Alaungpaya on the other hand, successfully managed to capture Syriam in July 1756.Bruno and the other French with him were captured and tortured. Two French ships, Fleury and Galathée, with reinforcements and supplies were also captured by Alaungpaya, when Alaungpaya forced Bruno to write a letter to trick them. The French captains were killed and the 200 sailors forced to join the Burmese army Bruno was roasted to death. From the two ships, Alaugpaya managed to put his hands on 35 ships guns (24 pounders), five field guns, 1,300 muskets, and a large quantity of ammunition. France was precluded from further intervention in Burma, with the advent of the Seven Years' War in Europe (1756–1763).

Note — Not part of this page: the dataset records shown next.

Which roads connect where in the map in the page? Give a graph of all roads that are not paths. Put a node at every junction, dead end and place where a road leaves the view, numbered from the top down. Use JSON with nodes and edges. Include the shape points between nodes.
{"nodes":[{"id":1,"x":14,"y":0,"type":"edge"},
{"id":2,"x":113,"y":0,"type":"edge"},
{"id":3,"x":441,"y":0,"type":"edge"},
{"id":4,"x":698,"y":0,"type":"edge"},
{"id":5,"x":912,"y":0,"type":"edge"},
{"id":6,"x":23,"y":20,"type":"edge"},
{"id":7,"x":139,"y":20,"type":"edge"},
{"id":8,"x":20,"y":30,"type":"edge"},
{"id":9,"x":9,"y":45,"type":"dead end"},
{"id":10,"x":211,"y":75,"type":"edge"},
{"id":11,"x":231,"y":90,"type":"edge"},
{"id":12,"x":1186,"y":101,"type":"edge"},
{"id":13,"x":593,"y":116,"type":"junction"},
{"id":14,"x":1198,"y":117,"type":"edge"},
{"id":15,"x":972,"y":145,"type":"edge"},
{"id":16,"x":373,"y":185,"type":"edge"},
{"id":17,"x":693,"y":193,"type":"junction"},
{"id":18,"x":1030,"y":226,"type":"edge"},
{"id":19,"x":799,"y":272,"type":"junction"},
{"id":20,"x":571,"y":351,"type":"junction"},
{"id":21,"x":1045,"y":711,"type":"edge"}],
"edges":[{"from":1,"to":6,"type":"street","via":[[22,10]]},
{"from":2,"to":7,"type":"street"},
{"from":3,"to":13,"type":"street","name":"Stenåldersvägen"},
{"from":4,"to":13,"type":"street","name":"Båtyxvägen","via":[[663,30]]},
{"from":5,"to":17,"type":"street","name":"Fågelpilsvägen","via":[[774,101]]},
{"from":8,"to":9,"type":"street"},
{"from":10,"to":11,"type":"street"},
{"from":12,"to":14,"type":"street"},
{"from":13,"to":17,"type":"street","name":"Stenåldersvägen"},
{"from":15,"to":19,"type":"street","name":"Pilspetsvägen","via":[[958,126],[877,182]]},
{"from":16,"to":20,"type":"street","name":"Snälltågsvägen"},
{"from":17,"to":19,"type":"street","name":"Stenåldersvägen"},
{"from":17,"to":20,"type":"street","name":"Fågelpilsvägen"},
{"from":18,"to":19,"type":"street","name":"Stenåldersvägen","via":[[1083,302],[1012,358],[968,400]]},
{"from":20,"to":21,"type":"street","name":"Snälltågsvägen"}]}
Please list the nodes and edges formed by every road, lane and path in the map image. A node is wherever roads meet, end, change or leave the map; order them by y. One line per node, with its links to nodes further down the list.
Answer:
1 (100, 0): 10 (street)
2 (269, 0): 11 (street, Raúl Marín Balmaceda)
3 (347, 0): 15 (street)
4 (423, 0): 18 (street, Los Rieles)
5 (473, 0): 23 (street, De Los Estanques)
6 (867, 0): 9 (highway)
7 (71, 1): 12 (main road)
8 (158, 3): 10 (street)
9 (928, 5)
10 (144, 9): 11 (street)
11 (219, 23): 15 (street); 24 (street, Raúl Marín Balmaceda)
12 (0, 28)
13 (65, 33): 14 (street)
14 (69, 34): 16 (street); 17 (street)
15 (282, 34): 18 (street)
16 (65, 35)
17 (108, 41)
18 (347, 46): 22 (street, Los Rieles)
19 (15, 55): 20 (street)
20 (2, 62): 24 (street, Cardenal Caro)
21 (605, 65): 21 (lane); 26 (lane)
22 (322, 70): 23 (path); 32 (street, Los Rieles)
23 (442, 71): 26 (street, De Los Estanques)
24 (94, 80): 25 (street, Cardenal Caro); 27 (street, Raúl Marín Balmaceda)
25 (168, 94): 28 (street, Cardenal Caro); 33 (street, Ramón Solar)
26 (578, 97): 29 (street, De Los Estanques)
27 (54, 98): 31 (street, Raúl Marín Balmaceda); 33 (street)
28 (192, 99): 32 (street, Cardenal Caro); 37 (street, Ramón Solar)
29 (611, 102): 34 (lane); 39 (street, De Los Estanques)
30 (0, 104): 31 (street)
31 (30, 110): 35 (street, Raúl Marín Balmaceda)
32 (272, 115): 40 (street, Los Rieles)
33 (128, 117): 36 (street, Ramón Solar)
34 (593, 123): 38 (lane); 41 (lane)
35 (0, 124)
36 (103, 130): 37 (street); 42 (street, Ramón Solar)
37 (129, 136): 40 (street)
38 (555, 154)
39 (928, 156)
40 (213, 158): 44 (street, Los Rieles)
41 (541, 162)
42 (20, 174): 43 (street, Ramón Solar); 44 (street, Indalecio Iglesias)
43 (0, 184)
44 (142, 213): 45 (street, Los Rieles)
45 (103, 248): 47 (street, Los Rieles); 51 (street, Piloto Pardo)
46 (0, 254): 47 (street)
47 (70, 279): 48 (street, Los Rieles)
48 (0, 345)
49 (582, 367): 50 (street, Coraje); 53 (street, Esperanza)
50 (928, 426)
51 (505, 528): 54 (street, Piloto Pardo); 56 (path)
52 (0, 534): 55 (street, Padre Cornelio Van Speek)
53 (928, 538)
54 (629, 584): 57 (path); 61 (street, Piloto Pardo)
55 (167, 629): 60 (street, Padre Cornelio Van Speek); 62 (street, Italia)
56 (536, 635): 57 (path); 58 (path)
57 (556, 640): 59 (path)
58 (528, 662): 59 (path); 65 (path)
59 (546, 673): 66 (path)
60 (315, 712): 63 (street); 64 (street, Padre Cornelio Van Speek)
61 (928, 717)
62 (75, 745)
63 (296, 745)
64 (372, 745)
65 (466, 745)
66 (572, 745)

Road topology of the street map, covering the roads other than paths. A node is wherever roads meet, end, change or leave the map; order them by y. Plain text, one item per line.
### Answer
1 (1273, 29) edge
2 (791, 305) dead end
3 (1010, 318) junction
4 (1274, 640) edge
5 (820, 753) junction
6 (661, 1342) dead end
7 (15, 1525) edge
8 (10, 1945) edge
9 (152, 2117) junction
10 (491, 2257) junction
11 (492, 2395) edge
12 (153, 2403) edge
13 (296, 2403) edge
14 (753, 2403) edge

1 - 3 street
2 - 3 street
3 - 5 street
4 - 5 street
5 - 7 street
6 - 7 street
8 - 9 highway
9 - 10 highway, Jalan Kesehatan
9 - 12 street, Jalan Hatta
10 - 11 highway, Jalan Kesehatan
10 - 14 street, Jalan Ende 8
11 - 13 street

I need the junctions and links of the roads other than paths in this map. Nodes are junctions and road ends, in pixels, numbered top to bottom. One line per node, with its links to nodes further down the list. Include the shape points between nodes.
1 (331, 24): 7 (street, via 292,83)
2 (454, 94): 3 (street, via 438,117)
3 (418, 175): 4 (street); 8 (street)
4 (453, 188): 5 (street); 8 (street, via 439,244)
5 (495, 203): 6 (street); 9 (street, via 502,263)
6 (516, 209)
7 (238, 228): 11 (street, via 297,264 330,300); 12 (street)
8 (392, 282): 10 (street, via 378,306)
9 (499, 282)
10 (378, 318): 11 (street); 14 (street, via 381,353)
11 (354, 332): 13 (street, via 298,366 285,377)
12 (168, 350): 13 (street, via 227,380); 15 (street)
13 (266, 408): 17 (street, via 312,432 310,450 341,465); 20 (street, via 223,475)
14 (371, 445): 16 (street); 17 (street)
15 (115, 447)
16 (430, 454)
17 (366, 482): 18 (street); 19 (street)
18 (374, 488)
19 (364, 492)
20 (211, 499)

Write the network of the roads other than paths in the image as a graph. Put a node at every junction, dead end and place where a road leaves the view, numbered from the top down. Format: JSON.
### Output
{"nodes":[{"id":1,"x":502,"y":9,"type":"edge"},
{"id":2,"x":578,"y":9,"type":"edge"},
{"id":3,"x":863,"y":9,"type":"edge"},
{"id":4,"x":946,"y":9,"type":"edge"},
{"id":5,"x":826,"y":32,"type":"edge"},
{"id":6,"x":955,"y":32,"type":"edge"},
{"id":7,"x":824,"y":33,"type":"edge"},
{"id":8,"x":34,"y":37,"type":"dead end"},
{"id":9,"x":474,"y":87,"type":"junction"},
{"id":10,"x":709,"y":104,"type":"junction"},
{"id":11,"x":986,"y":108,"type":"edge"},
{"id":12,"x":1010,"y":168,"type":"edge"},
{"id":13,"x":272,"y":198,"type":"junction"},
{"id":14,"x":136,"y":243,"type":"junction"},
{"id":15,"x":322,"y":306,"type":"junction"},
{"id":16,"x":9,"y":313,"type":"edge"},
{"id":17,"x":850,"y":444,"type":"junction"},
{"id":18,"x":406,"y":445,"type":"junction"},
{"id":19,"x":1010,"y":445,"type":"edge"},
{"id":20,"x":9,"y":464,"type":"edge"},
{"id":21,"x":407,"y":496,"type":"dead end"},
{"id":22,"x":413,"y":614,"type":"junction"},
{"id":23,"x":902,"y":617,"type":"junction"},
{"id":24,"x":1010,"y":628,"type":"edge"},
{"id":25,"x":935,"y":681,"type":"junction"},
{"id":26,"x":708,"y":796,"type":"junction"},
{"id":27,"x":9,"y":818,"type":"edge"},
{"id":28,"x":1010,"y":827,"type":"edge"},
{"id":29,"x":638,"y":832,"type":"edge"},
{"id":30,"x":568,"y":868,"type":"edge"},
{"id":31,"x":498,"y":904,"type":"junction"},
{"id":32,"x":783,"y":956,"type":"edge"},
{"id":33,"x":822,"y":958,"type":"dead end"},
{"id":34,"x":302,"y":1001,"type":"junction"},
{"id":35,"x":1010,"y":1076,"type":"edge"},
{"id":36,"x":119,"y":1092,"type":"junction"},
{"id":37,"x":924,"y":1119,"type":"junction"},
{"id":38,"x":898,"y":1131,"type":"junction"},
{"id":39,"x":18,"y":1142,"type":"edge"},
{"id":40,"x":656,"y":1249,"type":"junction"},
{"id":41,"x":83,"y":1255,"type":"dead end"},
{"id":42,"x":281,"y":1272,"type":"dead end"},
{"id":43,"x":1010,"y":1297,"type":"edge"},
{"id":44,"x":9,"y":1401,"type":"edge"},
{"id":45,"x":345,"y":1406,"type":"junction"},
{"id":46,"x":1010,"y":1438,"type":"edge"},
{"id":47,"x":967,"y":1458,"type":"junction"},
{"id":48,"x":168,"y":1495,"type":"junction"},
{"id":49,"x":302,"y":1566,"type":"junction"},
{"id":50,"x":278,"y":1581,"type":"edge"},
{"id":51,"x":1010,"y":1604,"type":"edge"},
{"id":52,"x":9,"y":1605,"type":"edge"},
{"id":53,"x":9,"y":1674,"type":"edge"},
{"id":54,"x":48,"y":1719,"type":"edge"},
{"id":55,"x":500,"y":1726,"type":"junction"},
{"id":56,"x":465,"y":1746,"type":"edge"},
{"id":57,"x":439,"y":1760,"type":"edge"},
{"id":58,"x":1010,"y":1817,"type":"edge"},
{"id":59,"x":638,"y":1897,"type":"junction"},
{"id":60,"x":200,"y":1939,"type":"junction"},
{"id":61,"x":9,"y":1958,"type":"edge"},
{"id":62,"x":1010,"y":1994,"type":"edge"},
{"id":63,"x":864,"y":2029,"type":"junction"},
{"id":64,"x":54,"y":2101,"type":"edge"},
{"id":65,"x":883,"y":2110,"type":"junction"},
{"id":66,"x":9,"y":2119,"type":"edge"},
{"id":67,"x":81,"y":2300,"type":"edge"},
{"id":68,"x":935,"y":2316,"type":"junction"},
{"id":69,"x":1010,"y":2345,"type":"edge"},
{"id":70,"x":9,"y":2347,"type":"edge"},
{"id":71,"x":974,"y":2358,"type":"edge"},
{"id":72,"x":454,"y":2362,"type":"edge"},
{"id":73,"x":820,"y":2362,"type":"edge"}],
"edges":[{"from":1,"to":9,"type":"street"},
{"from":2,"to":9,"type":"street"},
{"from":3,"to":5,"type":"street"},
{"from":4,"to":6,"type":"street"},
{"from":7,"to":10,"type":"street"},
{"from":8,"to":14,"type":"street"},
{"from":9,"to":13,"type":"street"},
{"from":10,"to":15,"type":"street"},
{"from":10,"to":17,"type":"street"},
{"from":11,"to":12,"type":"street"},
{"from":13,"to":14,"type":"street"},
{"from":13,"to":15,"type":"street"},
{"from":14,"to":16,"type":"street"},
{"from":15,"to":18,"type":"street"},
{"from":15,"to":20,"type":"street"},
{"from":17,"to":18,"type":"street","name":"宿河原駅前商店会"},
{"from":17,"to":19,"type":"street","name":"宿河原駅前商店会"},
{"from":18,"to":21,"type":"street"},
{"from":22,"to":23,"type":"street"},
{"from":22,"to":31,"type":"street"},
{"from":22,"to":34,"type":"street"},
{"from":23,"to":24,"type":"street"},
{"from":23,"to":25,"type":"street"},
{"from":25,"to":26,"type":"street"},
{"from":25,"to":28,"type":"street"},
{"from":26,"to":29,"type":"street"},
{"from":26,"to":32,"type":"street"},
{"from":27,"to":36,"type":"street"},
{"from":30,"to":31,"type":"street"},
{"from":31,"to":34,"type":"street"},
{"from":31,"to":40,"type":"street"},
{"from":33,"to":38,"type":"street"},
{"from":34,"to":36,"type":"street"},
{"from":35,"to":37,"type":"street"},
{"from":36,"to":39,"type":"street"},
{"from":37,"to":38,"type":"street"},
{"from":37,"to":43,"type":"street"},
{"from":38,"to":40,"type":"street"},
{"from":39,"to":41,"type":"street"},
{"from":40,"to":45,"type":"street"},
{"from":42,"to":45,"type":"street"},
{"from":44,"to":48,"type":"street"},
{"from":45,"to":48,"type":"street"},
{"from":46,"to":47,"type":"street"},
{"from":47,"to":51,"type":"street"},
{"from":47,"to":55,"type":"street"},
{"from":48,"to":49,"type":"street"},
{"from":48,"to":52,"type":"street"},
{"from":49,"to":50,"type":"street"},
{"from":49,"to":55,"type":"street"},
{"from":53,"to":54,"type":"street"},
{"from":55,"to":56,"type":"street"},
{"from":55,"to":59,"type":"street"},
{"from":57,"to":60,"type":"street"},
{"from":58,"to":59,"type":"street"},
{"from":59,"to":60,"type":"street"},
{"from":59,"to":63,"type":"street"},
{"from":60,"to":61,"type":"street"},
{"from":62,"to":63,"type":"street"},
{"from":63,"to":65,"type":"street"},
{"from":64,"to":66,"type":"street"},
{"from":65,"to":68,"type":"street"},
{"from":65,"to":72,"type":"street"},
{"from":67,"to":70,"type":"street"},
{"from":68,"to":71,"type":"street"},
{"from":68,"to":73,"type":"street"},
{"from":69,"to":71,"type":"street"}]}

The French troops with their guns and muskets were incorporated in the Burmese army as gunners, and played a key role in the later battles between the Burmese and the Mons. They were treated well and received Burmese wives. They became an elite corps, which was to play an important role in the Burmese battles against the Siamese and the Manchus. One of them, the Chevalier Milard, was ultimately nominated Captain of the Guard and Master of the Ordnance for the Konbaung dynasty.

When they reached old age, the French soldiers were able to retire in Shwebo villages, with the spiritual support of a priest. To this day, some Catholic villages are still extant in the area where an awareness of some European ancestry remains.